Lester: No, but it's an eloquent evasion.

Baldwin: Is it? But I don't want to talk about Norman! Why should I talk about Norman? I'm very fond of him and have great respect for his gifts. Well, perhaps he's a perfect example of what it means to be a white writer in this century, a white American writer in this country. It affords too many opportunities to avoid reality. . . . And I know much more about Norman than I'm willing to say in print. After all, I care about him.

For Baldwin, Mailer’s blindness – his avoidance of reality – was the problem. 

At the very end of Notes of a Native Son, Baldwin writes: “this world is white no longer, and it will never be white again.” This sentence, no doubt, startled many of Baldwin’s white, mid-20th century readers. Within this sentence, is the gap and the battleground of misunderstanding between Baldwin and Mailer. 

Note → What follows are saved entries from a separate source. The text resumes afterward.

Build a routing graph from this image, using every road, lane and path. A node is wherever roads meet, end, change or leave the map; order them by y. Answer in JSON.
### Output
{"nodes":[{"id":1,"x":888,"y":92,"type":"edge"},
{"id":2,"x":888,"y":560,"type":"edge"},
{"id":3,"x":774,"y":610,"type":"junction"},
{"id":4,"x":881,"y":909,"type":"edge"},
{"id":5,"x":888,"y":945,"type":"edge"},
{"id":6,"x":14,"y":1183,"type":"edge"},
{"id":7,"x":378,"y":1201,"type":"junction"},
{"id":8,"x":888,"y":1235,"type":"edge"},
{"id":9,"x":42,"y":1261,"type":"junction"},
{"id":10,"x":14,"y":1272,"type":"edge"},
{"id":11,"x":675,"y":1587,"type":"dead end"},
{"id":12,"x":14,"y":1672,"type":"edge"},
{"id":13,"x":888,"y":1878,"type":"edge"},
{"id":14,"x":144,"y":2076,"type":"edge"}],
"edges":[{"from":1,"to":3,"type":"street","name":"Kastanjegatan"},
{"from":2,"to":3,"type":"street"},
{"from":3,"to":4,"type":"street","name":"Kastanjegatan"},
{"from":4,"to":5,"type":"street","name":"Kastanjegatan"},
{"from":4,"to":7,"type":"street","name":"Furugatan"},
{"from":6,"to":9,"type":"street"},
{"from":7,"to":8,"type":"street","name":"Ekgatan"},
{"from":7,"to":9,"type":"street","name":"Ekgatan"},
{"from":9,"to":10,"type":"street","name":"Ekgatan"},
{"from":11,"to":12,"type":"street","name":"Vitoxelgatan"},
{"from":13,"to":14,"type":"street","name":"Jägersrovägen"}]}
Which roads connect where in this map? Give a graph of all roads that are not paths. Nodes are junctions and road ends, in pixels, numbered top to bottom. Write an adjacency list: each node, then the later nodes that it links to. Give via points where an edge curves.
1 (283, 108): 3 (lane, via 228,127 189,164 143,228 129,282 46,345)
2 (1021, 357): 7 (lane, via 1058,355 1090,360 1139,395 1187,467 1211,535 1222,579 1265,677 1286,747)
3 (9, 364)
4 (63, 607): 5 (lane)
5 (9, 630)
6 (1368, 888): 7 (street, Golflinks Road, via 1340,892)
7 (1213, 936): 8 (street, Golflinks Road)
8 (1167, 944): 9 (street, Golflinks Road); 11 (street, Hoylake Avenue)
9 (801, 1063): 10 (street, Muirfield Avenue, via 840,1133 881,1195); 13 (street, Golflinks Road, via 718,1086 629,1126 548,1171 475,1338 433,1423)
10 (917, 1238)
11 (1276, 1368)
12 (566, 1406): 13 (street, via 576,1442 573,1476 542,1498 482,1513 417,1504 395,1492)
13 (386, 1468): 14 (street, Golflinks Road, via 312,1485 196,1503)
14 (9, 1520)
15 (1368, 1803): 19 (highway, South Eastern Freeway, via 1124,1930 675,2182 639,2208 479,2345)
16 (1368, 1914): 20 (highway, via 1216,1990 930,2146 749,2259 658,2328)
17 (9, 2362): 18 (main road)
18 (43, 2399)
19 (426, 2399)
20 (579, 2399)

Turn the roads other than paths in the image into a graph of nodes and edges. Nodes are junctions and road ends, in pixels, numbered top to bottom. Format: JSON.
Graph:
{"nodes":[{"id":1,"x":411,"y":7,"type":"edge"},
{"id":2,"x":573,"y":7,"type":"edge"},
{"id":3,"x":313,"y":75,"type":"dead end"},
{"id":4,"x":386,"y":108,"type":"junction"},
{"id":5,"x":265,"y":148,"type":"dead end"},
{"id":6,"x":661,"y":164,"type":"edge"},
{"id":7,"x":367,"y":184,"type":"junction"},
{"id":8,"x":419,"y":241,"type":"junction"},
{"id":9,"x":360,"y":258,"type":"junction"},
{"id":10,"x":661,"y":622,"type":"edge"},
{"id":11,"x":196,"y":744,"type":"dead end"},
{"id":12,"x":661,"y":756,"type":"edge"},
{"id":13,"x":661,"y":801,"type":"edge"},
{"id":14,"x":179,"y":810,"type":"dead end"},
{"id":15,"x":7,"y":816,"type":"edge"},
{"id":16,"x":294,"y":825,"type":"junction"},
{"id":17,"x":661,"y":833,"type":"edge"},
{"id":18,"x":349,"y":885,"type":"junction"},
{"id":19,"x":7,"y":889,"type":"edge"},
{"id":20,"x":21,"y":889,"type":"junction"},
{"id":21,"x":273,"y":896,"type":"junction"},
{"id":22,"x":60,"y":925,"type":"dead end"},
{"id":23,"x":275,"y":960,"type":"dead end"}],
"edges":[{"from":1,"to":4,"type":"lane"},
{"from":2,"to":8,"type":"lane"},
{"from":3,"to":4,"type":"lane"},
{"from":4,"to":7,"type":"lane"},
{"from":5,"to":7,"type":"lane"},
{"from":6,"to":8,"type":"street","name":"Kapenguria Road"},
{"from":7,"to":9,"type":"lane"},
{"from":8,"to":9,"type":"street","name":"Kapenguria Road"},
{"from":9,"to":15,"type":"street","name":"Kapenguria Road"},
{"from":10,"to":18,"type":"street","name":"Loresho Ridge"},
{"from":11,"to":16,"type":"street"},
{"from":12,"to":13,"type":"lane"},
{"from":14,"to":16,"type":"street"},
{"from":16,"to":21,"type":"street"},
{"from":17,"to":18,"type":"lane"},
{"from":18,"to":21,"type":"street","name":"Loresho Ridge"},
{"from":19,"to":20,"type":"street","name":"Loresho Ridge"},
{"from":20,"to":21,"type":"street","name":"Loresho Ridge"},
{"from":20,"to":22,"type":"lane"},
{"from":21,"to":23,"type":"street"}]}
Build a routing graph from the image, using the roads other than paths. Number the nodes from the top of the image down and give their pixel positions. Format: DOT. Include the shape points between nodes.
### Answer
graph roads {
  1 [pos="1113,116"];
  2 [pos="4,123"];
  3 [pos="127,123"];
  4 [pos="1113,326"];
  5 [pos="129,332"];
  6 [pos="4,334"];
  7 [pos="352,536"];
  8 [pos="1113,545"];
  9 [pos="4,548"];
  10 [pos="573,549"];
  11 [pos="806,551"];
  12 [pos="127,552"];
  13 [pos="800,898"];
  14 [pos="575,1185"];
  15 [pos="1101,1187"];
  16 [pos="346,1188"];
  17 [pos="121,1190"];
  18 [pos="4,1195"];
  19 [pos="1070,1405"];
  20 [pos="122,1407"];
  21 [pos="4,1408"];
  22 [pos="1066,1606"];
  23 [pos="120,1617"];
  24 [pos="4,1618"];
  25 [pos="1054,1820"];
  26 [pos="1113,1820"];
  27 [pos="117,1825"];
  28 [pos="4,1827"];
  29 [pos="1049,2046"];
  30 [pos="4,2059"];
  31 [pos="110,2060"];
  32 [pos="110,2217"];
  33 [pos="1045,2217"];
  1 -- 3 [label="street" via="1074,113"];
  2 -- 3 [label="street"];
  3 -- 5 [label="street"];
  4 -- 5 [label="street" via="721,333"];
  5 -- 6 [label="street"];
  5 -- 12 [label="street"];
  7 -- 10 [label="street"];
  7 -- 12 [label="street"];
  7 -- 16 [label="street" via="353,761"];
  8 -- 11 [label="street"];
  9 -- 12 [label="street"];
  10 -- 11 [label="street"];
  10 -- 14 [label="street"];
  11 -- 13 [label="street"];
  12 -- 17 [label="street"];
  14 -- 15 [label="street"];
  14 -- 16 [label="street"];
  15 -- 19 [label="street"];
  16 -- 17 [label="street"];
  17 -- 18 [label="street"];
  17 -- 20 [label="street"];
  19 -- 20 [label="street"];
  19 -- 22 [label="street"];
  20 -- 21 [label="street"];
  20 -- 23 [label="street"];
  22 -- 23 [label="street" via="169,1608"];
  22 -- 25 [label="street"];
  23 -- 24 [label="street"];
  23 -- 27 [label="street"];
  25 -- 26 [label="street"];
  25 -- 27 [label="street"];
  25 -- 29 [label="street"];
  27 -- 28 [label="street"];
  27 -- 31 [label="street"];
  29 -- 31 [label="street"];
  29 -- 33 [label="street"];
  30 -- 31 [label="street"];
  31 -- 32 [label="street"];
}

What Mailer didn’t understand was that it was time to grow up. What he didn’t understand was that it was time to stop trying to out-man the competition, to stop pathologizing black sexuality and to start playing the real game of life. It was time for Mailer, and the rest of the world, to trade fear for love.

Baldwin died in 1987. To the end, he cared about Mailer.


Baldwin, J. (1961). The Black Boy Looks at the White Boy. Esquire

Lennon, J. M. (2014). Norman Mailer: a double life. Simon and Schuster.

Mailer, N. (1992 [1959]). Advertisements for myself. Harvard University Press.